_Task goal_
Find every line below that contains the word "image" and copy it out.

Saved data entries:
• • •

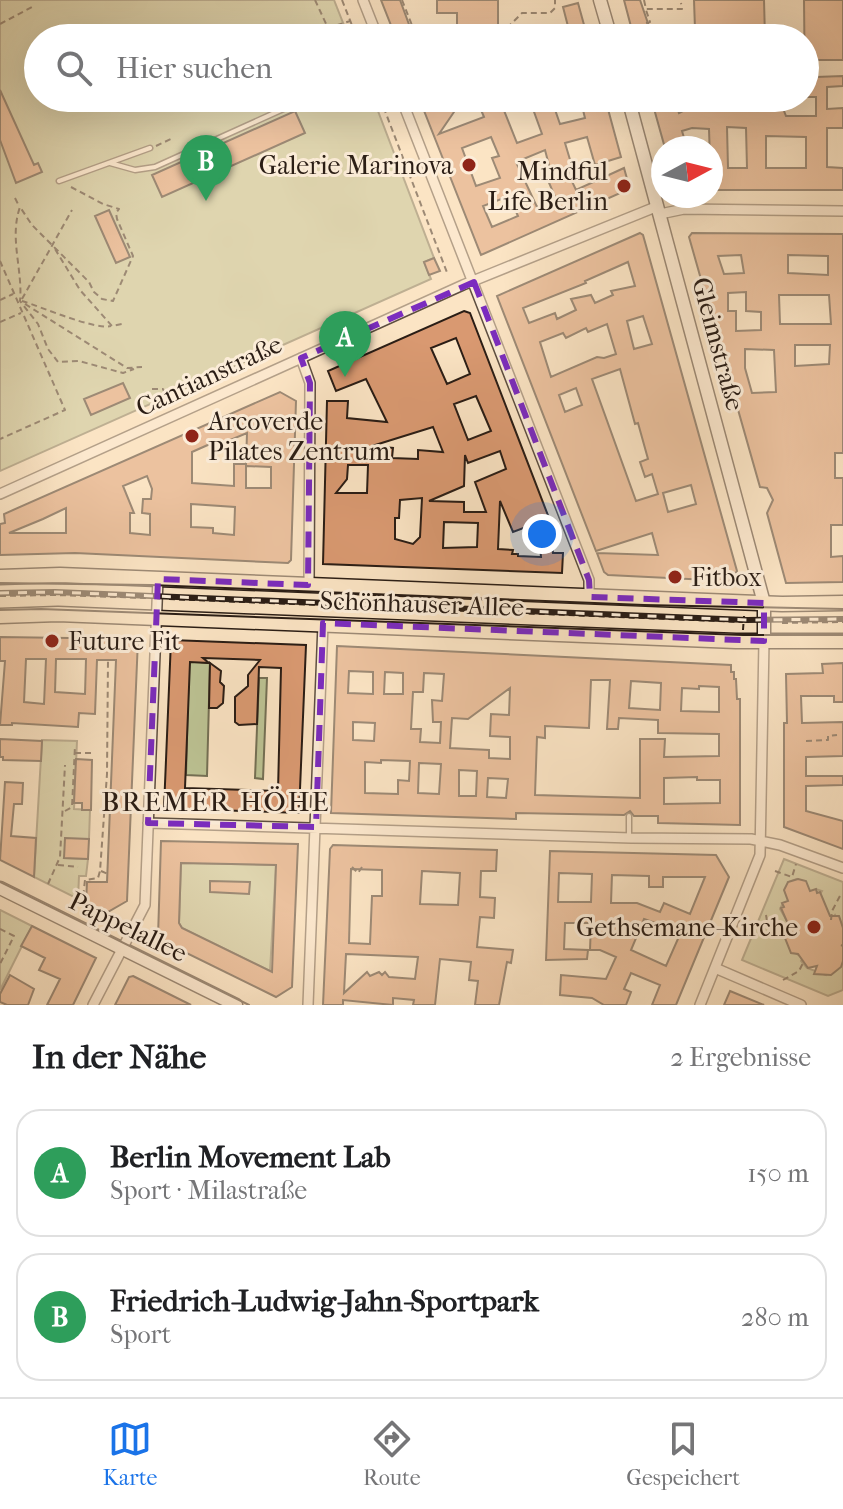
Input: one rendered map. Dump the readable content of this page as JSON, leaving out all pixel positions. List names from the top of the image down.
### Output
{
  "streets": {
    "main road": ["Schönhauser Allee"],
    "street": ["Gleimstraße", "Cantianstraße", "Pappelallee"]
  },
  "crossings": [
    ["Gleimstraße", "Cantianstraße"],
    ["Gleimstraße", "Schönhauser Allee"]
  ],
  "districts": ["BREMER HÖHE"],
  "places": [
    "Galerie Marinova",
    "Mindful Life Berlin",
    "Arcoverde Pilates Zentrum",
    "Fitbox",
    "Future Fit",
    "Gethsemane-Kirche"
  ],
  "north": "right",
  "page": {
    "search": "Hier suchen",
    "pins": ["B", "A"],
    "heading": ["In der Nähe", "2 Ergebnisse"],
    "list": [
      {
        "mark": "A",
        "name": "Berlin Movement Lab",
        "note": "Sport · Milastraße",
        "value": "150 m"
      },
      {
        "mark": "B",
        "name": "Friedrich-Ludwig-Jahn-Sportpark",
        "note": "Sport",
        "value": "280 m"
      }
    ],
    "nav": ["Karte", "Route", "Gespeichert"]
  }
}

• • •

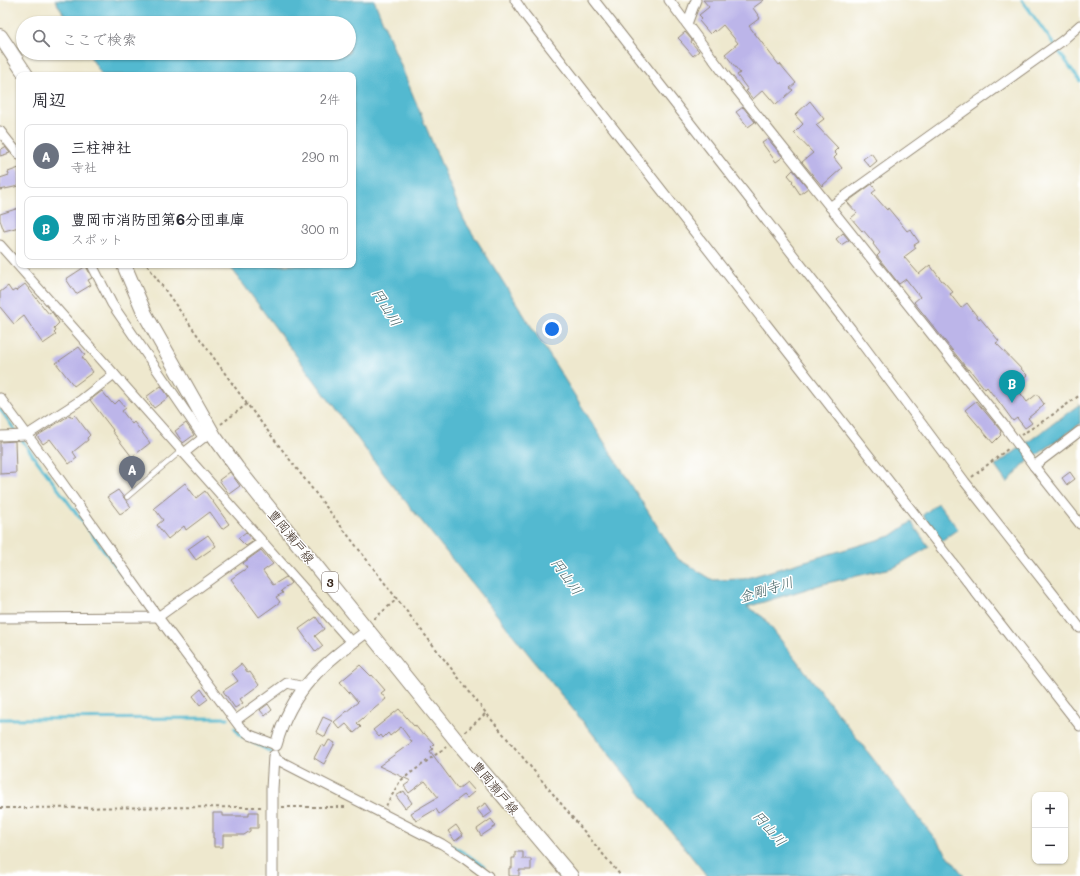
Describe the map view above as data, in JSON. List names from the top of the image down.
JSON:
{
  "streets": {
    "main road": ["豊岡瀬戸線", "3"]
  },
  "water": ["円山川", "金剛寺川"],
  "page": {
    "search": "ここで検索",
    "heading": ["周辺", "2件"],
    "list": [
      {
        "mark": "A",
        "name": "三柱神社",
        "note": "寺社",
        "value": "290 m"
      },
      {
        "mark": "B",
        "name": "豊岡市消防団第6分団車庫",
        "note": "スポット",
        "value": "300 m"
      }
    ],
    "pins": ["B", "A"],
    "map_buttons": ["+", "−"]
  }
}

• • •

_Response area_
Input: one rendered map. Dump the readable content of this page as JSON, leaving out all pixel positions. List names from the top of the image down.
Describe the map view above as data, in JSON. List names from the top of the image down.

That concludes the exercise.